SAA programs support women smallholder farmers in Mali
Women Assisted Demonstrations (WADs) are one of the Farmer Learning Platforms (FLPs) implemented as part of SAA’s focus country programs. In Mali, a total of 360 WADs involving 10 technologies were conducted in 120 villages in four administrative regions (Koulikoro, Kayes, Segou and Sikasso) during the 2015 cropping year. It is vitally important that women farmers are included in all stages of the agriculture value chain, and their involvement goes beyond gender specifi c programs like the Women Assisted Demonstrations (WADs). Education and training is provided in a number of key areas including nutritional information and guidance,, crop diversifi cation, and new agricultural technologies, which incorporate line/row planting, deep fertilizer placement and the use of improved seed varieties, among others.

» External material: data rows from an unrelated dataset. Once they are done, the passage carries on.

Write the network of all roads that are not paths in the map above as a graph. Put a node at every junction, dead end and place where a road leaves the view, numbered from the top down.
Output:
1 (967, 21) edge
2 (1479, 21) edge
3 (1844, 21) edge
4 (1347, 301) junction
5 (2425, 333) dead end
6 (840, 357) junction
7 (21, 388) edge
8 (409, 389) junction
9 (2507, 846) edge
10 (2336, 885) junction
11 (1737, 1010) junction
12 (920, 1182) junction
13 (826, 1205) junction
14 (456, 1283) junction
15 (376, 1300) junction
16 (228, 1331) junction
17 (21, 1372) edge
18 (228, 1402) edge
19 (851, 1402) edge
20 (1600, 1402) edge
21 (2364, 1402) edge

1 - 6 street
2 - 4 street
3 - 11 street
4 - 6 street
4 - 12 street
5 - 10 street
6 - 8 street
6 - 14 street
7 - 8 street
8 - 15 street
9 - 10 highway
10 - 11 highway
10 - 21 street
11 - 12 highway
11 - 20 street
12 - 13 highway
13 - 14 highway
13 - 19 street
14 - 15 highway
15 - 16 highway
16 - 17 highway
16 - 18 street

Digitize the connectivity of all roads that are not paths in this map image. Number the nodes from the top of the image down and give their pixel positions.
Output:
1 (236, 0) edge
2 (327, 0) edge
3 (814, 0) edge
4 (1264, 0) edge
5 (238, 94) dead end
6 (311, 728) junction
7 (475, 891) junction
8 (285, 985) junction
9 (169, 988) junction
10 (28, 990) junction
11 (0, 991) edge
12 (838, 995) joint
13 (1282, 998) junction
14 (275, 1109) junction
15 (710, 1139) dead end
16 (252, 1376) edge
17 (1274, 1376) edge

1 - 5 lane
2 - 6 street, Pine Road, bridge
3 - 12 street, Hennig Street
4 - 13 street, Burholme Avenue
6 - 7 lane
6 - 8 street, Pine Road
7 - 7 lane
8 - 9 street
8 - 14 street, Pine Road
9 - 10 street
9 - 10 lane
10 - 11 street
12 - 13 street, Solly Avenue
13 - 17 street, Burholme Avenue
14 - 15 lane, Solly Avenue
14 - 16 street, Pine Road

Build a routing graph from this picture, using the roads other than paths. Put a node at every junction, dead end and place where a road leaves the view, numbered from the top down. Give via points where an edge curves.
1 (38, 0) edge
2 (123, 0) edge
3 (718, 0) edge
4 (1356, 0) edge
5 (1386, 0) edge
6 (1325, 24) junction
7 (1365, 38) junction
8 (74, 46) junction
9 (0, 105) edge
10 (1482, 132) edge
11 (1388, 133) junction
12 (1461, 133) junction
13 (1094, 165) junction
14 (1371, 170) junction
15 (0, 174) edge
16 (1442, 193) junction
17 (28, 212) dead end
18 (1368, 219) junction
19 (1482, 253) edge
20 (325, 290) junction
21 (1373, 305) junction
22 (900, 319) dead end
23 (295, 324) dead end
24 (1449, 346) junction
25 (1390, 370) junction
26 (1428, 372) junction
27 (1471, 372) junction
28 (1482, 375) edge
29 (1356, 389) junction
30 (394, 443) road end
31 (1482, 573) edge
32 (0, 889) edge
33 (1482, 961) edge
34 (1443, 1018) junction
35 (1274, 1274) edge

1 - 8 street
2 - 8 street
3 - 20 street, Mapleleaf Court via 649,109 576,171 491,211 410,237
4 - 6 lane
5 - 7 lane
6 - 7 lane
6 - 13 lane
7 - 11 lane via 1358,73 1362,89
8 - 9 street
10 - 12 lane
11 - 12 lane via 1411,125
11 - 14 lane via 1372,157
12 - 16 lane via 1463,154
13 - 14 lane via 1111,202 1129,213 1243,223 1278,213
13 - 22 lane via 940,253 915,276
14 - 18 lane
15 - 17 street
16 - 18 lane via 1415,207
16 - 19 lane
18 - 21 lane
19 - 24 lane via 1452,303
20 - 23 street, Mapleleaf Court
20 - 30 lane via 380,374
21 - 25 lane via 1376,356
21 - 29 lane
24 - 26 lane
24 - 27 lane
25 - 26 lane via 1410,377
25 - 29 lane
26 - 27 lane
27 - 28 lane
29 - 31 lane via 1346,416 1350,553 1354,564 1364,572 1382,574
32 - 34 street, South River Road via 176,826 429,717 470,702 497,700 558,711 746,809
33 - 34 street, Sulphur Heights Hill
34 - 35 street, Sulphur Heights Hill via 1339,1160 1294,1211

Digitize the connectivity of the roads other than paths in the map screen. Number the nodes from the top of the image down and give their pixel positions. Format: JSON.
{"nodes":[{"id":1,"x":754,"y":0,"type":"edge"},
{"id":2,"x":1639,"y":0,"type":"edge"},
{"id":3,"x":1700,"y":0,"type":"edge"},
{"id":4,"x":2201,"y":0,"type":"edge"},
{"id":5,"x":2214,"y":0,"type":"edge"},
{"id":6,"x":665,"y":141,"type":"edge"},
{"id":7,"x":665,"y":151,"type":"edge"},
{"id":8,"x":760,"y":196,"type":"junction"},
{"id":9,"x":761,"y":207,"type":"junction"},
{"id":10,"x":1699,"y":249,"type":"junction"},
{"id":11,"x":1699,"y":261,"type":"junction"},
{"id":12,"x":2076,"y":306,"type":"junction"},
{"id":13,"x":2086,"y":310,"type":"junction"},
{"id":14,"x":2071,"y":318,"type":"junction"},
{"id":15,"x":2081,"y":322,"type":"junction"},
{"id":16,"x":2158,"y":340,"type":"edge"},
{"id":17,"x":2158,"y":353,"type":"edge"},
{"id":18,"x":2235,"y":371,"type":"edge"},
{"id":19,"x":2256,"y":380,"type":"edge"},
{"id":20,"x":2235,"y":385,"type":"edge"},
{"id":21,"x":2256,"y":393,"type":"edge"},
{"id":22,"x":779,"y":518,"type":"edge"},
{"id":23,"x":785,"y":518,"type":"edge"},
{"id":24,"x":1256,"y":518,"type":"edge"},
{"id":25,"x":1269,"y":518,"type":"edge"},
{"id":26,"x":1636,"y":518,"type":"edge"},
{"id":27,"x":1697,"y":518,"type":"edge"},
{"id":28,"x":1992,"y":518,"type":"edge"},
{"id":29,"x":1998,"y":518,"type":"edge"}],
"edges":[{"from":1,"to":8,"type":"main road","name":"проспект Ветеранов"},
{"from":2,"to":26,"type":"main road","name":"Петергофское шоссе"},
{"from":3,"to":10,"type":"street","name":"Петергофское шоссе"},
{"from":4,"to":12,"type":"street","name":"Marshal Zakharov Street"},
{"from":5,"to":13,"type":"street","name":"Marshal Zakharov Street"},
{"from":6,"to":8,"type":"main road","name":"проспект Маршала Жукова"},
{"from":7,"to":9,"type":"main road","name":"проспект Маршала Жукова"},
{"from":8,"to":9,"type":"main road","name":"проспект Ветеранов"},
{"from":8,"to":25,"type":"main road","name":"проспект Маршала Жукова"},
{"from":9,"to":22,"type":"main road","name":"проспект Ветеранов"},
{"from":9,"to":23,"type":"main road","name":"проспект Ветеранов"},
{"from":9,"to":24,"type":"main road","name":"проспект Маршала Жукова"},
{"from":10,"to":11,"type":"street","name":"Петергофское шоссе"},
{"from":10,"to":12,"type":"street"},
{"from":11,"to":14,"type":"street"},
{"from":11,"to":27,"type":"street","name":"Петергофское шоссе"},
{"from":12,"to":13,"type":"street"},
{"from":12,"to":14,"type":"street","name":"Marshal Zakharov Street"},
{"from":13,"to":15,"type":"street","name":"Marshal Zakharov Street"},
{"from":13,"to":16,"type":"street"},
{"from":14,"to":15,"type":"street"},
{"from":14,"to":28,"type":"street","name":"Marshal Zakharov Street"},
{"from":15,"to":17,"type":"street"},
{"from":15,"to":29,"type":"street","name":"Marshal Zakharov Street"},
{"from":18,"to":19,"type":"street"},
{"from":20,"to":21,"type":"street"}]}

In Komona village, district of Bla, Segou region, Safiatou Mallé is a host farmer of WAD 1. In the village, there are three WADs based on peanuts. She said: “I really appreciate the practice; especially how it’s implemented until harvesting. The yield is higher. Even if SAA was not to come to the village next year, my group and I are prepared to scale up this variety. We understand the agronomic practices, the agricultural calendars, and other techniques essential for growing peanuts.”
Salimatou Coulibaly is the host farmer of the village’s WAD 3, which also grows peanuts. She explained: “We are 15 women growing peanuts together. We are committed to using best agronomic practices taught to us by SAA field officers. We are really pleased with the results we get from the plot. If you compare the production to the local variety, the yield has been double. I believe that if we didn’t use the agronomic practices demonstrated in the WAD plots, we would have got almost nothing. The key lessons from the demonstrations helped us adopt the best varieties, and next season will be even better. These two bags of peanuts are ready for adoption next season in our plot, and the strategy is to scale up this variety in the village. All this has been possible thanks to the Sasakawa Africa Association in Mali.”